Il fait tout ce qu’il peut pour éviter cette eau :
Mais quoi ! le canal est si beau
Qu’il ne le quitte qu’avec peine.
On voit bien où je veux venir.
Je parle à tous ; et cette erreur extrême
Est un mal que chacun se plaît d’entretenir.
Notre âme, c’est cet homme amoureux de lui-même ;
Tant de miroirs, ce sont les sottises d’autrui,
Miroirs, de nos défauts les peintres légitimes ;
Et quant au canal, c’est celui
Que chacun sait, le livre des Maximes.
XII
LE DRAGON À PLUSIEURS TÊTES, ET LE DRAGON À PLUSIEURS
QUEUES
Un envoyé du Grand Seigneur
Préférait, dit l’histoire, un jour chez l’empereur,
Les forces de son maître à celles de l’empire.

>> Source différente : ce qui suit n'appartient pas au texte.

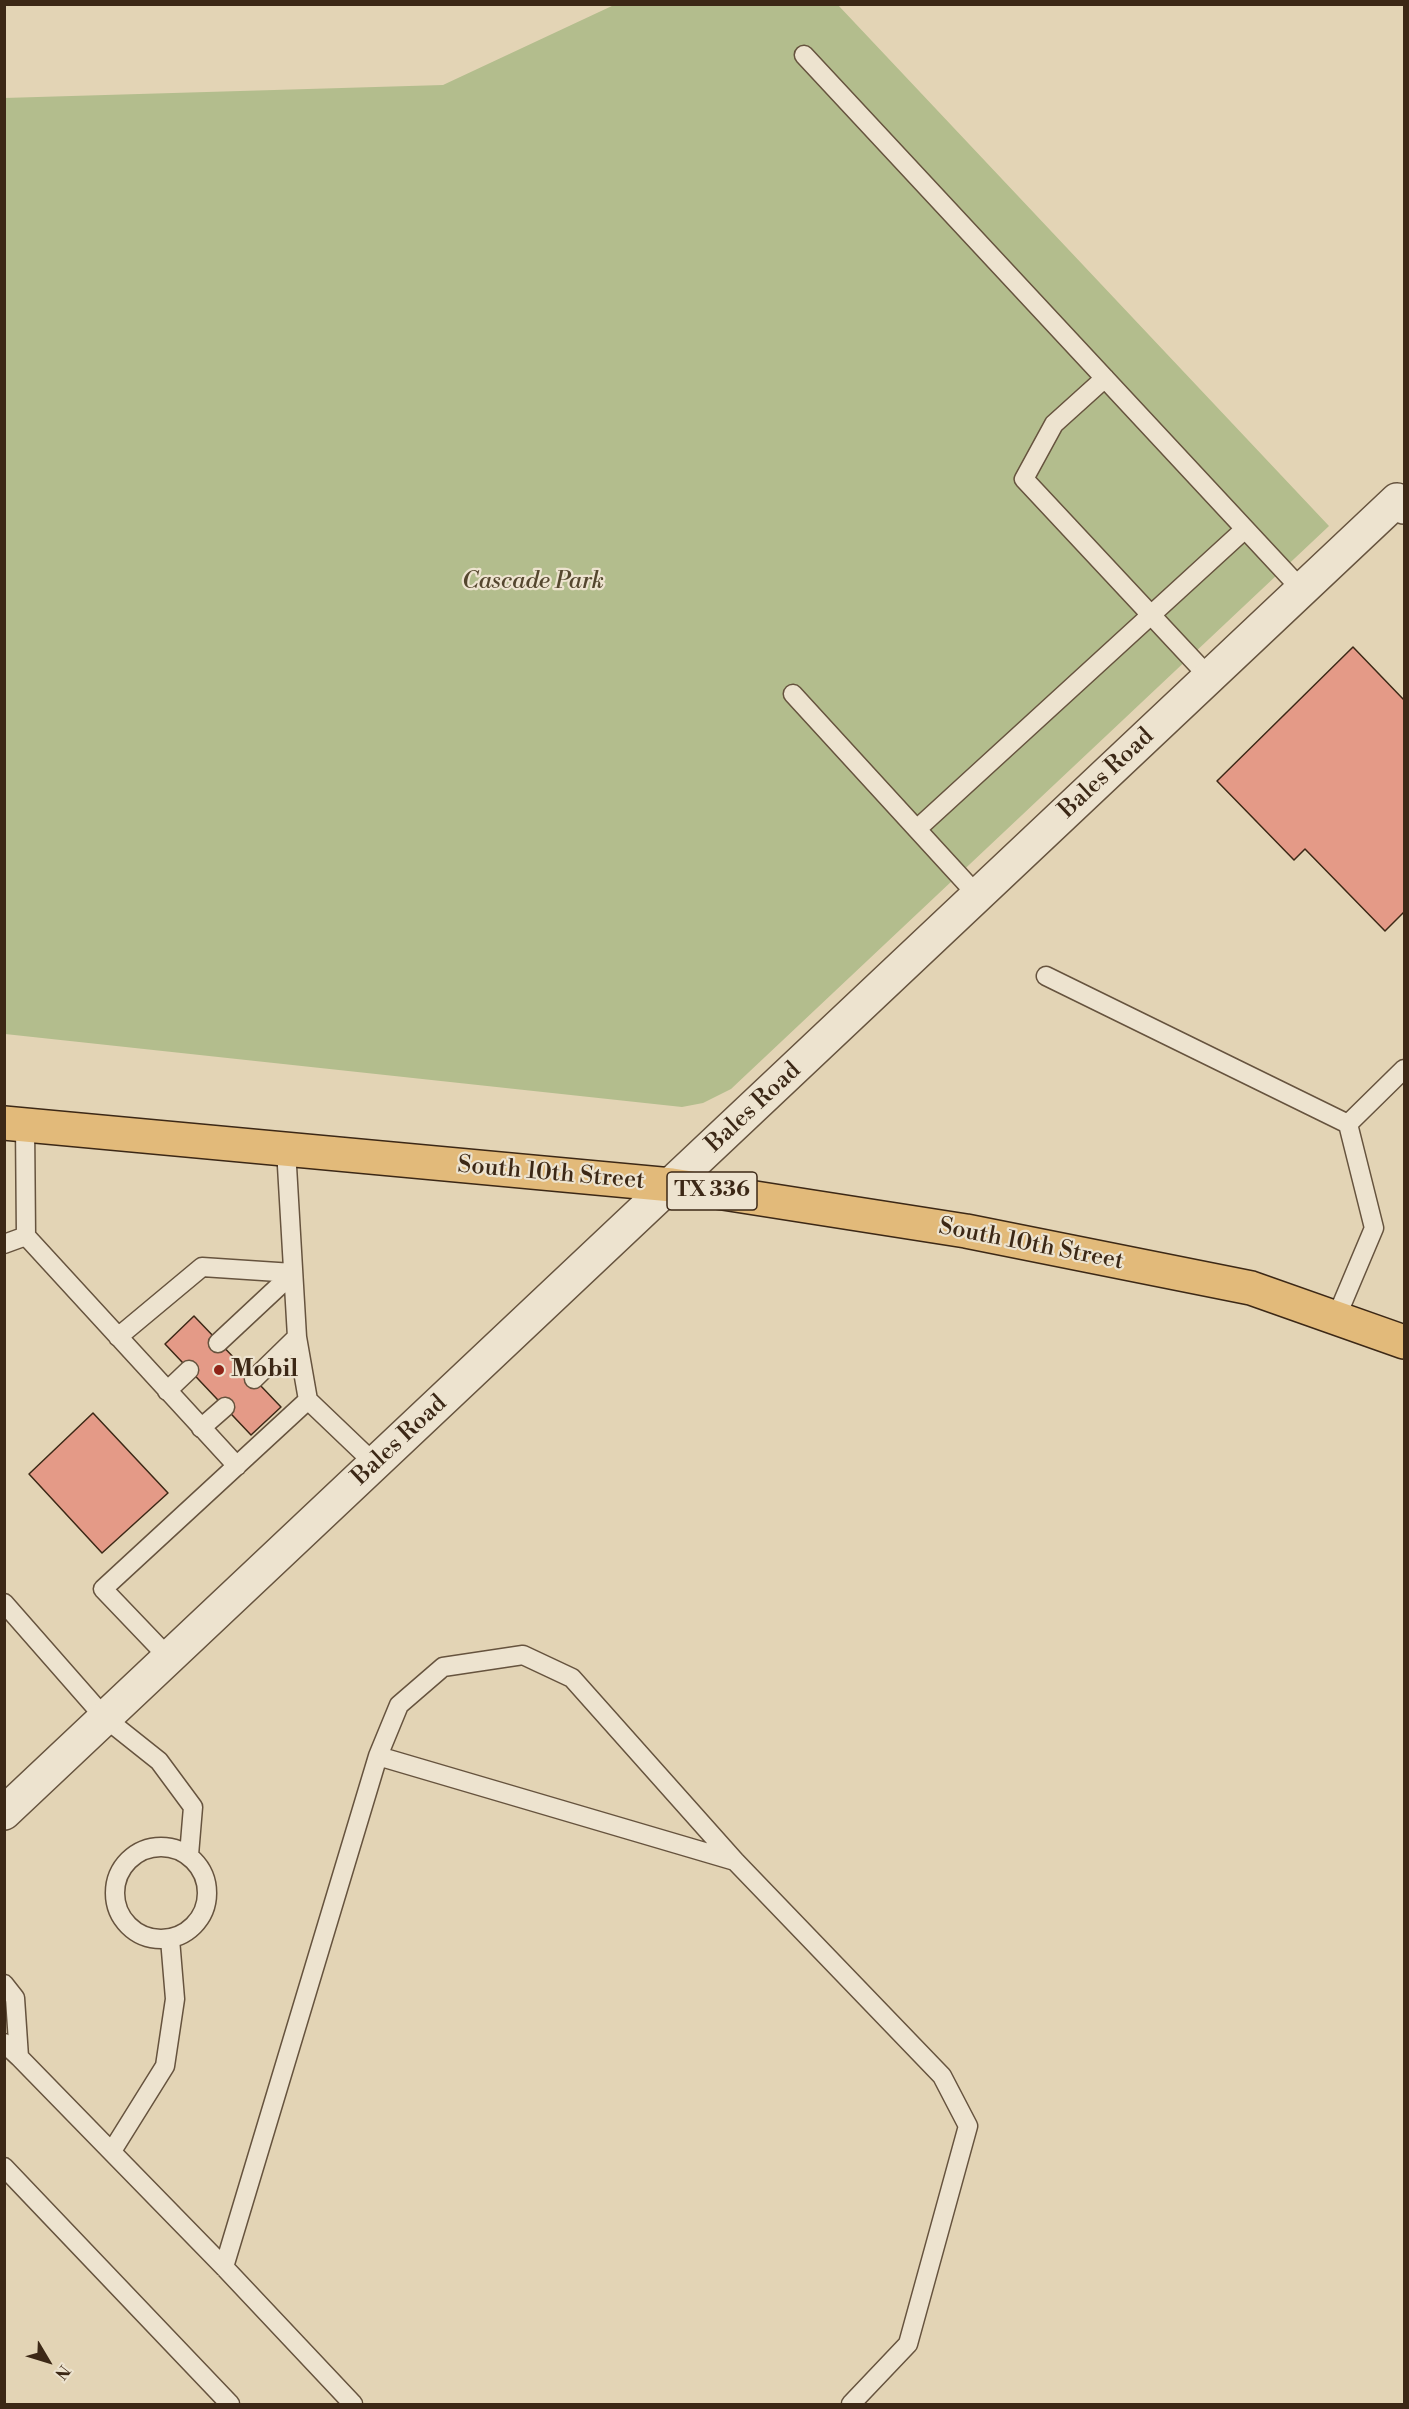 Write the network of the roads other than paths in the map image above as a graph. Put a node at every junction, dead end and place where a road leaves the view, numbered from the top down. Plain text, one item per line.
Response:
1 (804, 55) dead end
2 (1105, 378) junction
3 (1401, 504) edge
4 (1245, 529) junction
5 (1302, 590) junction
6 (1152, 616) junction
7 (1209, 677) junction
8 (793, 694) dead end
9 (917, 830) junction
10 (978, 896) junction
11 (1046, 976) dead end
12 (1404, 1069) edge
13 (15, 1124) edge
14 (1348, 1124) junction
15 (286, 1149) junction
16 (672, 1185) junction
17 (26, 1236) junction
18 (4, 1244) edge
19 (293, 1273) junction
20 (1336, 1318) junction
21 (118, 1337) junction
22 (297, 1337) junction
23 (1404, 1342) edge
24 (218, 1343) dead end
25 (189, 1370) dead end
26 (254, 1379) dead end
27 (167, 1391) junction
28 (308, 1400) junction
29 (225, 1407) dead end
30 (201, 1428) junction
31 (375, 1464) junction
32 (237, 1466) junction
33 (4, 1603) edge
34 (169, 1658) junction
35 (105, 1718) junction
36 (378, 1756) junction
37 (4, 1813) edge
38 (189, 1855) junction
39 (735, 1861) junction
40 (170, 1939) junction
41 (4, 1984) edge
42 (4, 2043) edge
43 (19, 2057) junction
44 (112, 2151) junction
45 (4, 2167) edge
46 (224, 2267) junction
47 (230, 2404) edge
48 (352, 2404) edge
49 (850, 2404) edge

1 - 2 lane
2 - 4 lane
2 - 6 lane
3 - 5 street, Bales Road
4 - 5 lane
4 - 6 lane
5 - 7 street, Bales Road
6 - 7 lane
6 - 9 lane
7 - 10 street, Bales Road
8 - 9 lane
9 - 10 lane
10 - 16 street, Bales Road
11 - 14 lane
12 - 14 lane
13 - 15 main road, South 10th Street / TX 336
13 - 17 lane
14 - 20 lane
15 - 16 main road, South 10th Street / TX 336
15 - 19 lane
16 - 20 main road, South 10th Street / TX 336
16 - 31 street, Bales Road
17 - 18 lane
17 - 21 lane
19 - 21 lane
19 - 22 lane
19 - 24 lane
20 - 23 main road, South 10th Street / TX 336
21 - 27 lane
22 - 26 lane
22 - 28 lane
25 - 27 lane
27 - 30 lane
28 - 31 lane
28 - 32 lane
29 - 30 lane
30 - 32 lane
31 - 34 street, Bales Road
32 - 34 lane
33 - 35 lane
34 - 35 street, Bales Road
35 - 37 street, Bales Road
35 - 38 lane
36 - 39 lane
36 - 39 lane
36 - 46 lane
38 - 40 lane
38 - 40 lane
39 - 49 lane
40 - 44 lane
41 - 43 lane
42 - 43 lane
43 - 44 lane
44 - 46 lane
45 - 47 lane
46 - 48 lane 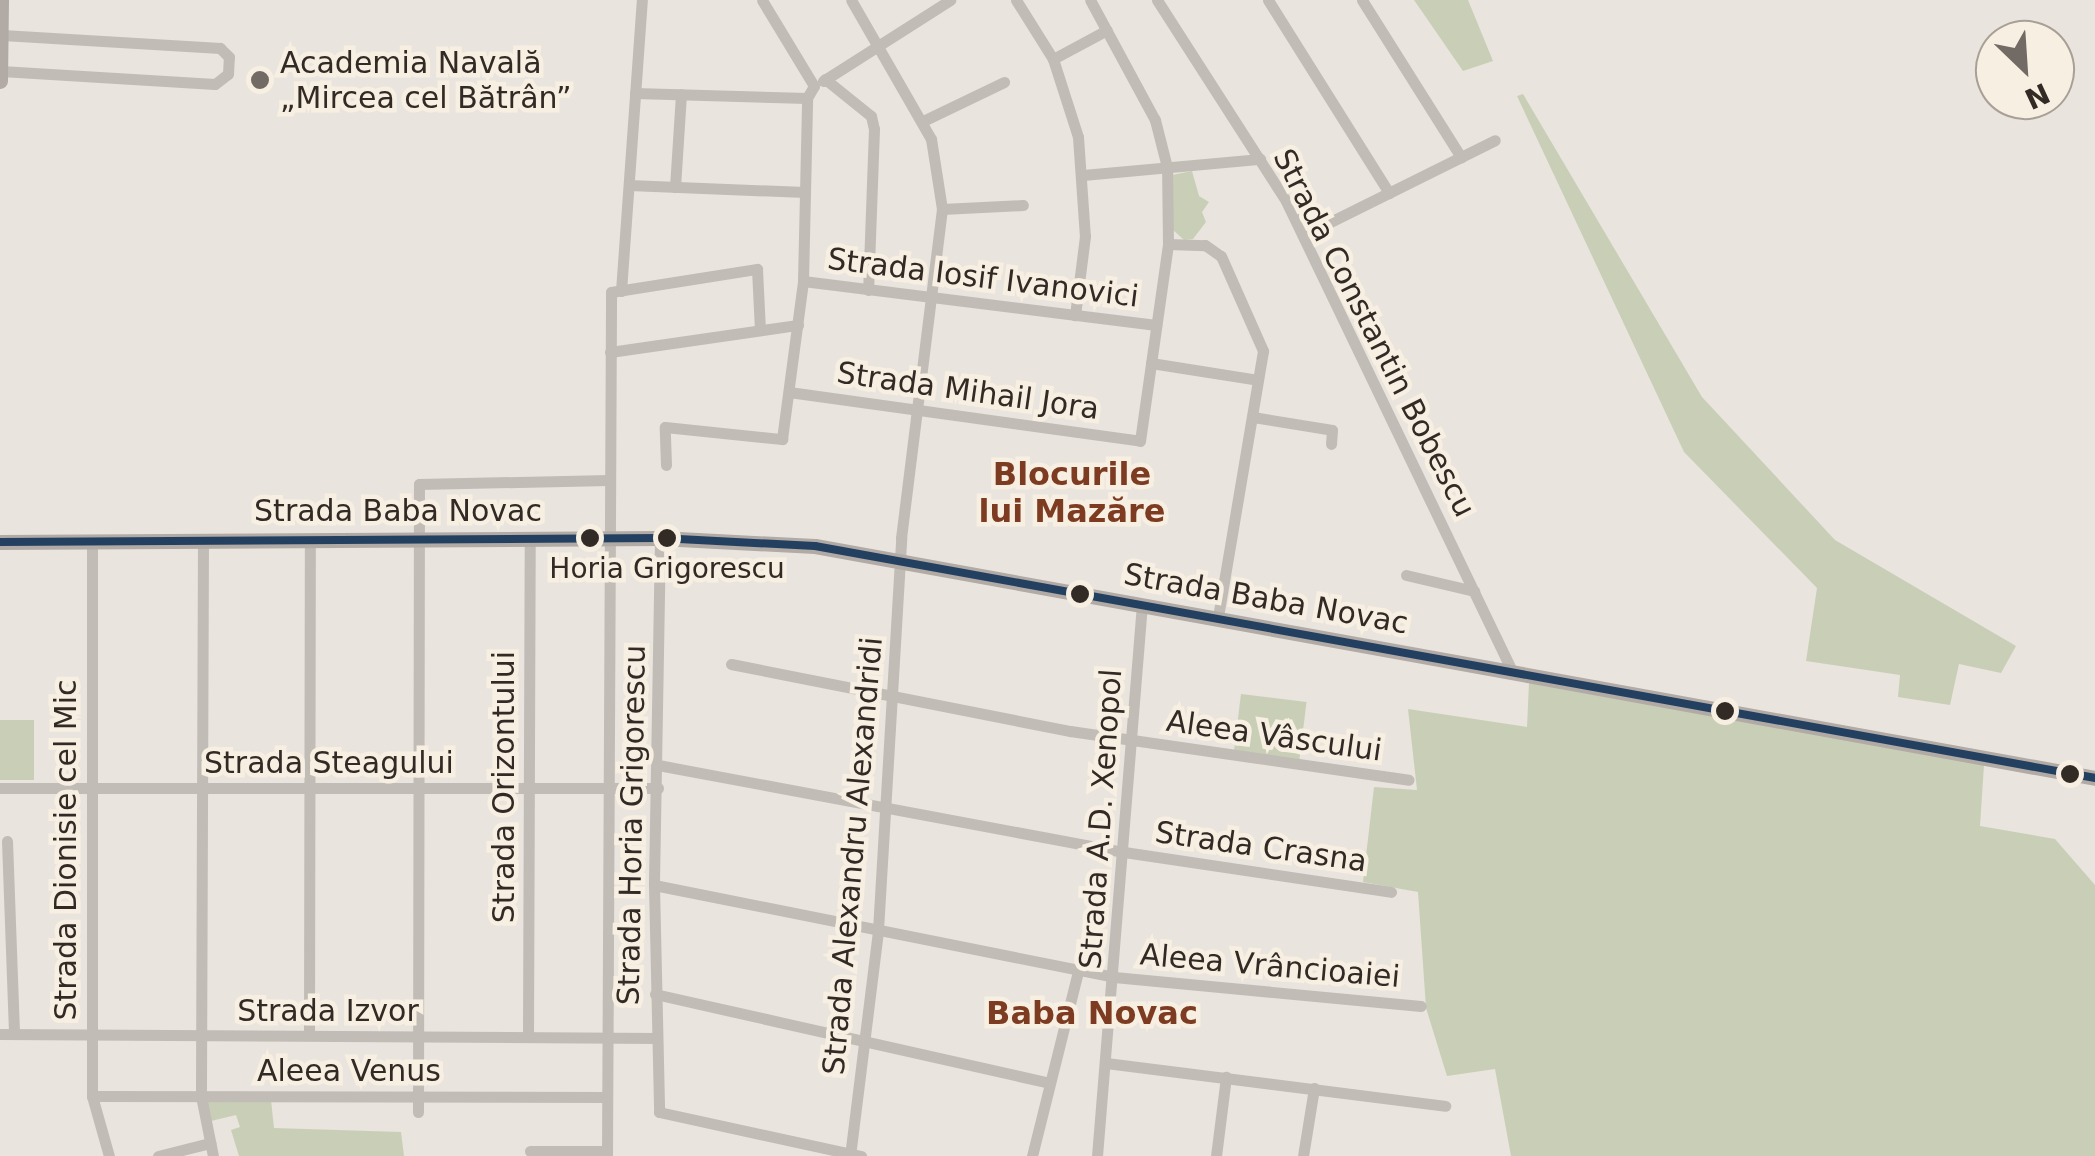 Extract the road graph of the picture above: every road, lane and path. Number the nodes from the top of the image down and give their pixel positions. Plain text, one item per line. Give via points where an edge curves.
1 (1, 0) edge
2 (642, 0) edge
3 (762, 0) edge
4 (851, 0) edge
5 (950, 0) edge
6 (1016, 0) edge
7 (1090, 0) edge
8 (1157, 0) edge
9 (1268, 0) edge
10 (1362, 0) edge
11 (1107, 30) junction
12 (2, 36) edge
13 (878, 45) junction
14 (1053, 59) junction
15 (1, 71) edge
16 (825, 79) junction
17 (0, 81) edge
18 (1004, 82) dead end
19 (810, 92) junction
20 (635, 93) junction
21 (681, 94) junction
22 (923, 121) junction
23 (1495, 140) dead end
24 (1461, 157) junction
25 (1260, 158) junction
26 (1166, 167) junction
27 (1083, 175) junction
28 (628, 185) junction
29 (675, 187) junction
30 (805, 192) junction
31 (1388, 193) junction
32 (1023, 205) dead end
33 (942, 209) junction
34 (1304, 235) junction
35 (1168, 244) junction
36 (803, 281) junction
37 (868, 290) junction
38 (616, 292) junction
39 (935, 298) junction
40 (1075, 315) junction
41 (1156, 325) junction
42 (798, 326) junction
43 (760, 330) junction
44 (610, 352) junction
45 (1151, 363) junction
46 (1258, 380) junction
47 (789, 392) junction
48 (919, 410) junction
49 (1253, 418) junction
50 (1330, 444) dead end
51 (666, 465) dead end
52 (609, 480) junction
53 (419, 538) junction
54 (530, 538) junction
55 (608, 538) junction
56 (660, 538) junction
57 (310, 539) junction
58 (92, 540) junction
59 (203, 540) junction
60 (0, 542) edge
61 (897, 560) junction
62 (1406, 574) dead end
63 (1474, 591) junction
64 (1142, 604) junction
65 (1218, 618) junction
66 (730, 664) dead end
67 (1512, 671) junction
68 (893, 696) junction
69 (1132, 740) junction
70 (658, 765) junction
71 (2095, 778) edge
72 (1408, 780) dead end
73 (201, 787) junction
74 (0, 788) edge
75 (91, 788) junction
76 (309, 788) junction
77 (418, 788) junction
78 (528, 788) junction
79 (608, 788) junction
80 (658, 788) junction
81 (884, 809) junction
82 (7, 841) dead end
83 (1124, 852) junction
84 (654, 885) junction
85 (1391, 892) dead end
86 (878, 930) junction
87 (1078, 971) junction
88 (1114, 977) junction
89 (655, 994) junction
90 (1421, 1006) dead end
91 (7, 1034) edge
92 (91, 1034) junction
93 (200, 1035) junction
94 (309, 1036) junction
95 (418, 1036) junction
96 (528, 1037) junction
97 (607, 1037) junction
98 (656, 1038) junction
99 (864, 1042) junction
100 (1106, 1063) junction
101 (1226, 1077) junction
102 (1046, 1082) junction
103 (1314, 1088) junction
104 (92, 1096) junction
105 (201, 1096) junction
106 (418, 1096) junction
107 (607, 1097) junction
108 (1445, 1106) dead end
109 (418, 1112) dead end
110 (212, 1150) edge
111 (530, 1150) dead end
112 (607, 1154) edge
113 (854, 1155) edge
114 (109, 1156) edge
115 (158, 1156) edge
116 (1032, 1156) edge
117 (1097, 1156) edge
118 (1216, 1156) edge
119 (1303, 1156) edge

1 - 12 main road
2 - 20 street
3 - 19 street
4 - 13 street, Strada Alexandru Alexandridi
5 - 13 street
6 - 14 street
7 - 11 street
8 - 25 street, Strada Constantin Bobescu
9 - 31 street
10 - 24 street
11 - 14 street
11 - 26 street via 1155,120
12 - 15 main road
12 - 15 street via 220,48 228,74 215,84
13 - 16 street
13 - 22 street, Strada Alexandru Alexandridi
14 - 27 street
15 - 17 main road
16 - 19 street
16 - 37 street via 871,116 874,129
18 - 22 street
19 - 21 street
19 - 30 street
20 - 21 street
20 - 28 street
21 - 29 street
22 - 33 street, Strada Alexandru Alexandridi via 938,159
23 - 24 street
24 - 31 street
25 - 26 street
25 - 34 street, Strada Constantin Bobescu
26 - 27 street
26 - 35 street
27 - 40 street
28 - 29 street
28 - 38 street
29 - 30 street
30 - 36 street
31 - 34 street
32 - 33 street
33 - 39 street, Strada Alexandru Alexandridi
34 - 63 street, Strada Constantin Bobescu
35 - 41 street
35 - 46 street via 1205,245 1220,256 1263,351
36 - 37 street, Strada Iosif Ivanovici
36 - 42 street
37 - 39 street, Strada Iosif Ivanovici
38 - 43 street via 756,269
38 - 44 street
39 - 40 street, Strada Iosif Ivanovici
39 - 48 street, Strada Alexandru Alexandridi
40 - 41 street, Strada Iosif Ivanovici
41 - 45 street
42 - 43 street
42 - 47 street
43 - 44 street
44 - 52 street
45 - 46 street
45 - 48 street, Strada Mihail Jora via 1140,441
46 - 49 street
47 - 48 street, Strada Mihail Jora
47 - 51 street via 782,440 665,427
48 - 61 street, Strada Alexandru Alexandridi
49 - 50 street via 1332,430
49 - 65 street via 1244,475 1236,486
52 - 53 street via 422,481
52 - 55 street
53 - 54 main road, Strada Baba Novac
53 - 57 main road, Strada Baba Novac
53 - 77 street
54 - 55 main road, Strada Baba Novac
54 - 78 street, Strada Orizontului
55 - 56 main road, Strada Baba Novac
55 - 79 street
56 - 61 main road, Strada Baba Novac via 770,541
56 - 70 street, Strada Horia Grigorescu
57 - 59 main road, Strada Baba Novac
57 - 76 street
58 - 59 main road, Strada Baba Novac
58 - 60 main road, Strada Baba Novac
58 - 75 street, Strada Dionisie cel Mic
59 - 73 street
61 - 64 main road, Strada Baba Novac
61 - 68 street, Strada Alexandru Alexandridi
62 - 63 street
63 - 67 street, Strada Constantin Bobescu
64 - 65 main road, Strada Baba Novac
64 - 69 street, Strada A.D. Xenopol
65 - 67 main road, Strada Baba Novac
66 - 68 street, Aleea Vâscului
67 - 71 main road, Strada Baba Novac
68 - 69 street, Aleea Vâscului
68 - 81 street, Strada Alexandru Alexandridi
69 - 72 street, Aleea Vâscului
69 - 83 street, Strada A.D. Xenopol
70 - 80 street, Strada Horia Grigorescu
70 - 81 street, Strada Crasna
73 - 75 street, Strada Steagului
73 - 76 street, Strada Steagului
73 - 93 street
74 - 75 street, Strada Steagului
75 - 92 street, Strada Dionisie cel Mic
76 - 77 street, Strada Steagului
76 - 94 street
77 - 78 street, Strada Steagului
77 - 95 street
78 - 79 street, Strada Steagului
78 - 96 street, Strada Orizontului
79 - 80 street, Strada Steagului
79 - 97 street
80 - 84 street, Strada Horia Grigorescu
81 - 83 street, Strada Crasna
81 - 86 street, Strada Alexandru Alexandridi
82 - 91 street
83 - 85 street, Strada Crasna
83 - 88 street, Strada A.D. Xenopol
84 - 86 street, Aleea Vrâncioaiei
84 - 89 street, Strada Horia Grigorescu
86 - 87 street, Aleea Vrâncioaiei
86 - 99 street, Strada Alexandru Alexandridi
87 - 88 street, Aleea Vrâncioaiei
87 - 102 street
88 - 90 street, Aleea Vrâncioaiei
88 - 100 street, Strada A.D. Xenopol
89 - 98 street, Strada Horia Grigorescu
89 - 99 street
91 - 92 street, Strada Izvor
92 - 93 street, Strada Izvor
92 - 104 street, Strada Dionisie cel Mic
93 - 94 street, Strada Izvor
93 - 105 street
94 - 95 street, Strada Izvor
95 - 96 street, Strada Izvor
95 - 106 street
96 - 97 street, Strada Izvor
97 - 98 street, Strada Izvor
97 - 107 street
98 - 113 street, Strada Horia Grigorescu via 659,1112
99 - 102 street
99 - 113 street, Strada Alexandru Alexandridi
100 - 101 street
100 - 117 street, Strada A.D. Xenopol
101 - 103 street
101 - 118 street
102 - 116 street
103 - 108 street
103 - 119 street
104 - 105 street, Aleea Venus
104 - 114 street, Strada Dionisie cel Mic
105 - 106 street, Aleea Venus
105 - 110 street
106 - 107 street, Aleea Venus
106 - 109 street
107 - 112 street
110 - 115 street
111 - 112 street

Un Allemand se mit à dire :
Notre prince a des dépendants
Qui, de leur chef, sont si puissants
Que chacun d’eux pourrait soudoyer une armée.
Le chiaoux[1], homme de sens,
Lui dit : Je sais par renommée
Ce que chaque électeur peut de monde fournir ;
Et cela me fait souvenir
D’une aventure étrange, et qui pourtant est vraie.
J’étais en un lieu sûr, lorsque je vis passer
- ↑ Fonctionnaire turc chargé de porter les ordres du sultan.